> Your instructions:
Copy every line of the data below exactly as given, except for the pictures.

> Entries provided:
*** Block opens ***
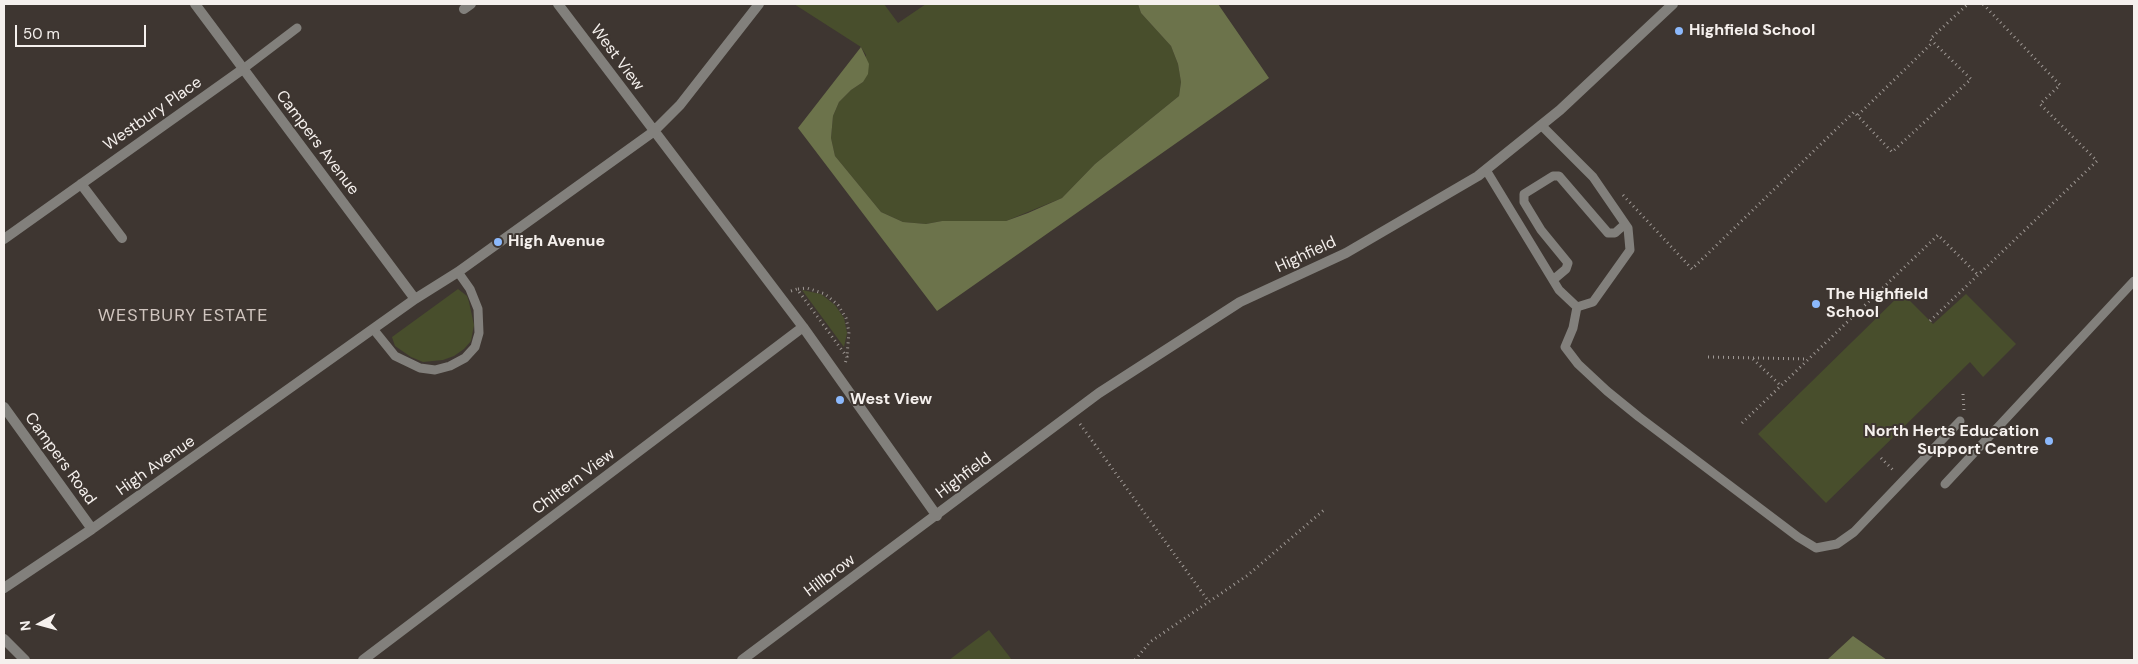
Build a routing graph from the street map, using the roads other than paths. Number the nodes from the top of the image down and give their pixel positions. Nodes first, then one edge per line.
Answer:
1 (195, 4) edge
2 (558, 4) edge
3 (758, 4) edge
4 (1673, 4) edge
5 (297, 28) dead end
6 (243, 69) junction
7 (1541, 126) junction
8 (653, 132) junction
9 (1486, 170) junction
10 (81, 184) junction
11 (1625, 224) junction
12 (122, 238) dead end
13 (4, 239) edge
14 (458, 272) junction
15 (1553, 280) junction
16 (2134, 281) edge
17 (415, 300) junction
18 (1577, 308) junction
19 (803, 327) junction
20 (374, 330) junction
21 (4, 407) edge
22 (1960, 421) dead end
23 (1945, 484) dead end
24 (937, 516) junction
25 (92, 529) junction
26 (4, 588) edge
27 (4, 639) edge
28 (25, 660) edge
29 (363, 660) edge
30 (742, 660) edge

1 - 6 street, Campers Avenue
2 - 8 street, West View
3 - 8 street, High Avenue
4 - 7 street, Highfield
5 - 6 lane
6 - 10 street, Westbury Place
6 - 17 street, Campers Avenue
7 - 9 street, Highfield
7 - 11 lane
8 - 14 street, High Avenue
8 - 19 street, West View
9 - 15 lane
9 - 24 street, Highfield
10 - 12 street
10 - 13 street, Westbury Place
11 - 15 lane
11 - 18 lane
14 - 17 street, High Avenue
14 - 20 lane
15 - 18 lane
16 - 23 lane
17 - 20 street, High Avenue
18 - 22 lane
19 - 24 street, West View
19 - 29 street, Chiltern View
20 - 25 street, High Avenue
21 - 25 street, Campers Road
24 - 30 street, Hillbrow
25 - 26 street, High Avenue
27 - 28 street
*** Block closes ***
> Your solution:
Build a routing graph from the street map, using the roads other than paths. Number the nodes from the top of the image down and give their pixel positions. Nodes first, then one edge per line.
Answer:
1 (195, 4) edge
2 (558, 4) edge
3 (758, 4) edge
4 (1673, 4) edge
5 (297, 28) dead end
6 (243, 69) junction
7 (1541, 126) junction
8 (653, 132) junction
9 (1486, 170) junction
10 (81, 184) junction
11 (1625, 224) junction
12 (122, 238) dead end
13 (4, 239) edge
14 (458, 272) junction
15 (1553, 280) junction
16 (2134, 281) edge
17 (415, 300) junction
18 (1577, 308) junction
19 (803, 327) junction
20 (374, 330) junction
21 (4, 407) edge
22 (1960, 421) dead end
23 (1945, 484) dead end
24 (937, 516) junction
25 (92, 529) junction
26 (4, 588) edge
27 (4, 639) edge
28 (25, 660) edge
29 (363, 660) edge
30 (742, 660) edge

1 - 6 street, Campers Avenue
2 - 8 street, West View
3 - 8 street, High Avenue
4 - 7 street, Highfield
5 - 6 lane
6 - 10 street, Westbury Place
6 - 17 street, Campers Avenue
7 - 9 street, Highfield
7 - 11 lane
8 - 14 street, High Avenue
8 - 19 street, West View
9 - 15 lane
9 - 24 street, Highfield
10 - 12 street
10 - 13 street, Westbury Place
11 - 15 lane
11 - 18 lane
14 - 17 street, High Avenue
14 - 20 lane
15 - 18 lane
16 - 23 lane
17 - 20 street, High Avenue
18 - 22 lane
19 - 24 street, West View
19 - 29 street, Chiltern View
20 - 25 street, High Avenue
21 - 25 street, Campers Road
24 - 30 street, Hillbrow
25 - 26 street, High Avenue
27 - 28 street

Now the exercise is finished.